Благово встал спиной к ветру и принялся разбирать каракули на поданном прошении. Вдруг что-то словно укололо его. Статский советник посмотрел еще раз на просителя и удивился: какой же это мужик? Смотрит умно и даже чуть-чуть свысока, и лицо совсем другое, чем секунду назад.
– Извините, Павел Афанасьевич, – сказал проситель и махнул рукой. Солнце с февральского неба стремительно скатилось вниз и больно ударило Благово в темечко. Все покачнулось, потом закружилось, потом погасло…
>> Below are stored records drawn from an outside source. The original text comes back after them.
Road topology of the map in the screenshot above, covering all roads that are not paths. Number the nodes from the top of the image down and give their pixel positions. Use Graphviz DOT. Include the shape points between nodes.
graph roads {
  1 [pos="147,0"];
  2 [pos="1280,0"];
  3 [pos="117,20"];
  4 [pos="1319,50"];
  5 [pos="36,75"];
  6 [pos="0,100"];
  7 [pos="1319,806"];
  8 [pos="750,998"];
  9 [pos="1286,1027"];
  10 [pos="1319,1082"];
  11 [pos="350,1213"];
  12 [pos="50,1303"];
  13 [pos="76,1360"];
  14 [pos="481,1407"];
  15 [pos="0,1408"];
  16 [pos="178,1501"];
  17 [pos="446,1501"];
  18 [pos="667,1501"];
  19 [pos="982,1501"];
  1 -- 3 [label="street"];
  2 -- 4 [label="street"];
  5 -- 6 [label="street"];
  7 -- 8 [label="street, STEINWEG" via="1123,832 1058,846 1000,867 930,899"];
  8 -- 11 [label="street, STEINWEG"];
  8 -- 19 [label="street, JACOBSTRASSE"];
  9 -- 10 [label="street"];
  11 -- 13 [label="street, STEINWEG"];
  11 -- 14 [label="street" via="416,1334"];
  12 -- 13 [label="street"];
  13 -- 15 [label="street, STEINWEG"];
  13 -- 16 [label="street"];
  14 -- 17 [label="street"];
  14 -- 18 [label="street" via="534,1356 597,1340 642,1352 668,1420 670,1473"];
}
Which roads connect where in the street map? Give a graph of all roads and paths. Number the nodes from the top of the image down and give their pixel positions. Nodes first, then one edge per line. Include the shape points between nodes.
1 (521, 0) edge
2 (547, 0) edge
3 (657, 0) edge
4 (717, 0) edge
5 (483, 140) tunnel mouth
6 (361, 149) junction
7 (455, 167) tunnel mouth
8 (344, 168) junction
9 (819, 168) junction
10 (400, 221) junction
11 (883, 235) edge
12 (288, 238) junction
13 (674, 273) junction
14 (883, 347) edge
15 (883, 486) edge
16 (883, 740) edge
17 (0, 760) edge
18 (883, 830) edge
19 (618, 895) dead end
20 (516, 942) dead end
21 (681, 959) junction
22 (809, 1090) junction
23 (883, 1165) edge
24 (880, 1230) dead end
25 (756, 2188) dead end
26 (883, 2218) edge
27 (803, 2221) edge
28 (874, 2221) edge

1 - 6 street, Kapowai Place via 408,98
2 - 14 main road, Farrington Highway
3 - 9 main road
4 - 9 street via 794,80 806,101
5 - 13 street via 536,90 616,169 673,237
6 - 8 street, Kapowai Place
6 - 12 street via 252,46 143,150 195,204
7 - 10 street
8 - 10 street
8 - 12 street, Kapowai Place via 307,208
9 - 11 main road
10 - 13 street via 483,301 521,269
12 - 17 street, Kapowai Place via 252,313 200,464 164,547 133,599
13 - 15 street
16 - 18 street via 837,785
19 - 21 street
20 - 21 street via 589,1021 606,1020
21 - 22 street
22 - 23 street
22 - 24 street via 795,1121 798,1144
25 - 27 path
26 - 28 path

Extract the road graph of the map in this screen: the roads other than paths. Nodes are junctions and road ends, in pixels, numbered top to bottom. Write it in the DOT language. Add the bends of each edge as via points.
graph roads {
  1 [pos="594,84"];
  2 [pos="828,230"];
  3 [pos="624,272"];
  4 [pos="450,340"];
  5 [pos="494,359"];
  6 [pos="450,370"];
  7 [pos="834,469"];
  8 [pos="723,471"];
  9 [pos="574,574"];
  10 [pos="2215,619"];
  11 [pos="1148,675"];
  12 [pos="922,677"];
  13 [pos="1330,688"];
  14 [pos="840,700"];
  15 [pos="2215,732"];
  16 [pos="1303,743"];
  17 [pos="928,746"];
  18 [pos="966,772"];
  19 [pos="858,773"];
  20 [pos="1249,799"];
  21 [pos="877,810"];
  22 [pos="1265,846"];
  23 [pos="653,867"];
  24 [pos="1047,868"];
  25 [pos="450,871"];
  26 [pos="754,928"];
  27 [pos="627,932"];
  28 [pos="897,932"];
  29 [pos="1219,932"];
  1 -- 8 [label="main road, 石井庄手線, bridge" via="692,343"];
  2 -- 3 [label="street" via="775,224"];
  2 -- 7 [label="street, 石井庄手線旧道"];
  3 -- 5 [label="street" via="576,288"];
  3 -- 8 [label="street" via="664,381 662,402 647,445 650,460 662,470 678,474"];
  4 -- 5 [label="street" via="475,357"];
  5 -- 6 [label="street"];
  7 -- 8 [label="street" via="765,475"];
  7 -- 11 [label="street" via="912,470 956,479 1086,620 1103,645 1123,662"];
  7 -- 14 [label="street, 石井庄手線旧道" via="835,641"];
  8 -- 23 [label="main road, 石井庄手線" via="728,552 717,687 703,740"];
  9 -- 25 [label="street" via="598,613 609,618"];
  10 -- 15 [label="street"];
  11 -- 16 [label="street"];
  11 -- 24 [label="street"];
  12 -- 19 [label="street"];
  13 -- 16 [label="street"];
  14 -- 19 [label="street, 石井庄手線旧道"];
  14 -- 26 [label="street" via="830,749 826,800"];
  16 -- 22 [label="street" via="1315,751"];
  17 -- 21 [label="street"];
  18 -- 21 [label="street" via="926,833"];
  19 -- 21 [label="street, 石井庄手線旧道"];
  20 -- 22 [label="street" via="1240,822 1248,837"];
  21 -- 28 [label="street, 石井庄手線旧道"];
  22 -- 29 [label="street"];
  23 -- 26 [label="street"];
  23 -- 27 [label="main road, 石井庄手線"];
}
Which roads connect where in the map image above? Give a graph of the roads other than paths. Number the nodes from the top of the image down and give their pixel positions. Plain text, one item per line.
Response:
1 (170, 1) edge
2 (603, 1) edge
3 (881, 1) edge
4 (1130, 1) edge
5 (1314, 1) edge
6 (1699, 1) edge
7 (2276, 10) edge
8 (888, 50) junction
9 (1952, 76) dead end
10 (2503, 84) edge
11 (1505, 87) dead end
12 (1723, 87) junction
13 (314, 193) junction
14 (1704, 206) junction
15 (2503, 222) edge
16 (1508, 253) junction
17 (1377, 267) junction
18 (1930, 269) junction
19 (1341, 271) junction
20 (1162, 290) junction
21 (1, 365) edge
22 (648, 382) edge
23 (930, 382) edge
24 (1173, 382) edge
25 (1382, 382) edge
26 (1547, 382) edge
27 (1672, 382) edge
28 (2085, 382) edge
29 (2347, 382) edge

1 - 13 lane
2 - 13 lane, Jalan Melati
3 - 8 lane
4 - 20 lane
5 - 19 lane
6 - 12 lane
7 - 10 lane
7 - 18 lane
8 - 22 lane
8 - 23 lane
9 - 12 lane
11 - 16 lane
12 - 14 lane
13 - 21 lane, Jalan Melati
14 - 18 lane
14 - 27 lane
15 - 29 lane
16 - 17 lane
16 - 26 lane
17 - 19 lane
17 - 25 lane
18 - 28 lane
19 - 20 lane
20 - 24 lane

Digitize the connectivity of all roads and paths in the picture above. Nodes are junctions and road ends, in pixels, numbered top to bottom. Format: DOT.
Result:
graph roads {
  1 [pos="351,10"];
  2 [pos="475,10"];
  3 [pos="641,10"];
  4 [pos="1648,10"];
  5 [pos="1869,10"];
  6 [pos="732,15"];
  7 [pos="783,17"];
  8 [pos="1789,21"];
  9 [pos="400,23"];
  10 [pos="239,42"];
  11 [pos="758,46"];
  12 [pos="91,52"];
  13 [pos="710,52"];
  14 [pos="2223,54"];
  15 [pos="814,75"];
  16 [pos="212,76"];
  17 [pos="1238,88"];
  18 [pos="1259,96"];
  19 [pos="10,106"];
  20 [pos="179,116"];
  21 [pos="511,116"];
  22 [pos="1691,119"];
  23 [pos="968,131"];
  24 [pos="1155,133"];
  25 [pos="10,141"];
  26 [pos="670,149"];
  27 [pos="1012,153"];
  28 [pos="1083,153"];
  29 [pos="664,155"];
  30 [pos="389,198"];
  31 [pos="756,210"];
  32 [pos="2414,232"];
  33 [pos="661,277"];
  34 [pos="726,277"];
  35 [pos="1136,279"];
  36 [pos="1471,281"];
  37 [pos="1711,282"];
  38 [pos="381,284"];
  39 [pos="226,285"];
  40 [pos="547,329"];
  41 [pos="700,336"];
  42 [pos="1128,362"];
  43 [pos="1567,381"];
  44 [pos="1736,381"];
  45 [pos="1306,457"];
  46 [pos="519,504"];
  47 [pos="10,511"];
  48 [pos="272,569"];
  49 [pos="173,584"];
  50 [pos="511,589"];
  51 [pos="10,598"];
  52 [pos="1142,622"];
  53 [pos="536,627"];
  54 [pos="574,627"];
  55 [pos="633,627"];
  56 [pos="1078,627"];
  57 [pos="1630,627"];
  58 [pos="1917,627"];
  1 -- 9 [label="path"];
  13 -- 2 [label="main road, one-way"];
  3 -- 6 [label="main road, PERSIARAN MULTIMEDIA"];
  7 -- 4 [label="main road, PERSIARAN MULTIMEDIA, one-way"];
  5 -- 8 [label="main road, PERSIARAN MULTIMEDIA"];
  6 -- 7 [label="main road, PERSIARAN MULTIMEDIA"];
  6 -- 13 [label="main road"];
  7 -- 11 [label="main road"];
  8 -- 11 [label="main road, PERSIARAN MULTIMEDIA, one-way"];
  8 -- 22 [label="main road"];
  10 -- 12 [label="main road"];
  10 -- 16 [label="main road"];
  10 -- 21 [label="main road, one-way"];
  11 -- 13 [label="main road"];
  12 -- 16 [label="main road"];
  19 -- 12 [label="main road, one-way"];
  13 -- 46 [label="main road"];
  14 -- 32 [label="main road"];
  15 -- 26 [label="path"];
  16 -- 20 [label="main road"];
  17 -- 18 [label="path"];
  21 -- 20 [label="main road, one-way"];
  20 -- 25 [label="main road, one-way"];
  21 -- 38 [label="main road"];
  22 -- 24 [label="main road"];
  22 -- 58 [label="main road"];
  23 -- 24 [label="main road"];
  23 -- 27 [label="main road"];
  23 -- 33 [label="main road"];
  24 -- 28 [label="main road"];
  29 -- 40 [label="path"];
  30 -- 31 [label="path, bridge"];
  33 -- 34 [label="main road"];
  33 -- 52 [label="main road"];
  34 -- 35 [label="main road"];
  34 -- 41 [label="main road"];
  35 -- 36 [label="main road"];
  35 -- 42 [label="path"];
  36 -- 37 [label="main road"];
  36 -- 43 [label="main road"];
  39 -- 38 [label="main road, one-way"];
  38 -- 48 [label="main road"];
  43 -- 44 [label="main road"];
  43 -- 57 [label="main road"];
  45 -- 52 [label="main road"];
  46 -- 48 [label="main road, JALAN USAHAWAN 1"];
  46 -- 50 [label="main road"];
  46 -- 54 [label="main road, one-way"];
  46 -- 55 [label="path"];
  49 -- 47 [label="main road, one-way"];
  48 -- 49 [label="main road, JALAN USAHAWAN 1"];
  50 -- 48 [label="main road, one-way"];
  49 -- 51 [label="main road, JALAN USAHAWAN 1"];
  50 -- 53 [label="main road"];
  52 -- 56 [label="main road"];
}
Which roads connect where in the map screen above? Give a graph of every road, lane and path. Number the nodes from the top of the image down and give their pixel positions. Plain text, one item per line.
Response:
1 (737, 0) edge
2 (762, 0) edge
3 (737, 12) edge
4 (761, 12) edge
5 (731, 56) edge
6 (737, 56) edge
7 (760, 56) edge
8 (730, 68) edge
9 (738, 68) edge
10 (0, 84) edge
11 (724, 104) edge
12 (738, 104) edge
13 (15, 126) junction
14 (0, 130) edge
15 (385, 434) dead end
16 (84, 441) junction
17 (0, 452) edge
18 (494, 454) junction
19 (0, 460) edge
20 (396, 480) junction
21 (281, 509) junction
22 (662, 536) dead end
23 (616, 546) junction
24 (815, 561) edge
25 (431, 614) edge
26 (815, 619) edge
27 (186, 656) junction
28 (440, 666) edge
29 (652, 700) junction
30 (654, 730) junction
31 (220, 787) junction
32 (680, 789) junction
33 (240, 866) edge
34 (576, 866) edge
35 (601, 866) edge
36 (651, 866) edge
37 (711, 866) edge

Вид на слияние Оки и Волги от кремлевской стены.
Таубе прибежал из гостиницы без шинели, прямо в мундирном сюртуке, и успел увидеть, как Благово грузят в сани, чтобы везти в Мартыновскую больницу. Доктор Милотворжский сидел около раненого и сосредоточенно считал пульс. Благово был без сознания, на бледном лице проступали плохо замытые пятна крови. Лыков, сам не свой, тоже без шапки и шубы, бегал вокруг саней и всем мешал. Каргер пытался успокоить его, но Алексей, кажется, плохо понимал, что ему говорят.
– Тихо все! – неожиданно гаркнул Милотворжский, и вокруг наступила мертвая тишина. Прошла минута, и доктор снял пальцы с запястья статского советника.
– Странный удар, – покачал он головой. – Очень сильный – пробил соболью шапку. И в то же время рана не опасна я, череп цел; возможно сотрясение мозга… Как будто не хотели очень вредить… Но дней десять в постели Павел Афанасьевич пролежит. А то и месяц…
Лыков сразу обмяк и сел на передок саней. Потом до него все же дошло, что полицмейстер стоит, и он вскочил как ужаленный.
– Действительно, странный удар, – задумчиво сказал из-за его плеча барон Таубе. – Немцы называют его «линкс-рауш». Сотрясение мозга средней степени тяжести, без пролома черепа. На четыре-шесть дней вырубается левое полушарие, отвечающее за память. Не думал, что хитрованские босяки владеют техникой временного обездвижения…
Лыков посмотрел на него, потом обошел, как столб, и поплелся к манежу. Таубе хотел было идти следом, но Каргер удержал его: пусть придет в себя, не мешай ему.
Алексей спустился от манежа к кремлевской стене, в маленькую калитку вышел наружу, к подошве Ильинской башни. Тут было его любимое место в городе. Внизу, в конце крутого обрыва, примостилась Казанская церковь, напротив, на соседнем холме, горели купола Ильи-Пророка. Вдали сливались Ока с Волгой; две белых реки окаймляли Стрелку с уснувшей на зиму великой ярмаркой. Красная глыба Александро-Невского собора даже отсюда поражала своим величием.
Постояв и посмотрев на свой город, Алексей немного успокоился. Так, что мы имеем, спросил он сам себя. Государь прибудет через шесть дней. Павел Афанасьевич выздоровеет только через десять. Ему придется найти цареубийц в одиночку. А это невозможно.
Стоп. Еще раз. Невозможно. Он, Лыков, здоровый, плечистый парень. Подковы ломает, как баранки. За год работы под руководством Благово ничему не научился. Все думал, успеется… Дурак. Сволочь. Через шесть дней из-за его бездарности и лени убьют государя.
Алексей обтер лицо снегом. Ему ведь всего двадцать три года… Он временно исправляет должность начальника сыскной полиции, не будучи даже его помощником, а лишь исправляющим должность этого самого помощника. Дважды исправляющий! Никто и не ждет от него, что он сделает то, что не могут сделать все охранительные силы империи. И потом, за безопасность императора отвечает полицмейстер Каргер; с него и спросят! Сопливый титулярный советник не будет даже замечен – кого он интересует…
Тут же после этих мыслей Лыкову стало стыдно. Нашел, за кого спрятаться! Каргер, при всей своей опытности, не мог поймать Сашку-Цирюльника. Тут нужны не городовые и квартальные надзиратели, тут нужны осведомители. Нужен кто-то, знающий тайную жизнь Нижнего Новгорода. Ощущающий незримые связи, видящий насквозь эти серые дома с их людишками… Кто это может быть? Влиятельный местный бандит. Но с Блохой никто из уголовных связываться не станет. Архиепископ Макарий? Он многое знает из того, что неведомо официальной власти; у него своя сеть осведомителей. Но он не успеет – церковная система неповоротлива, пока его команда дойдет до паствы, может случиться непоправимое.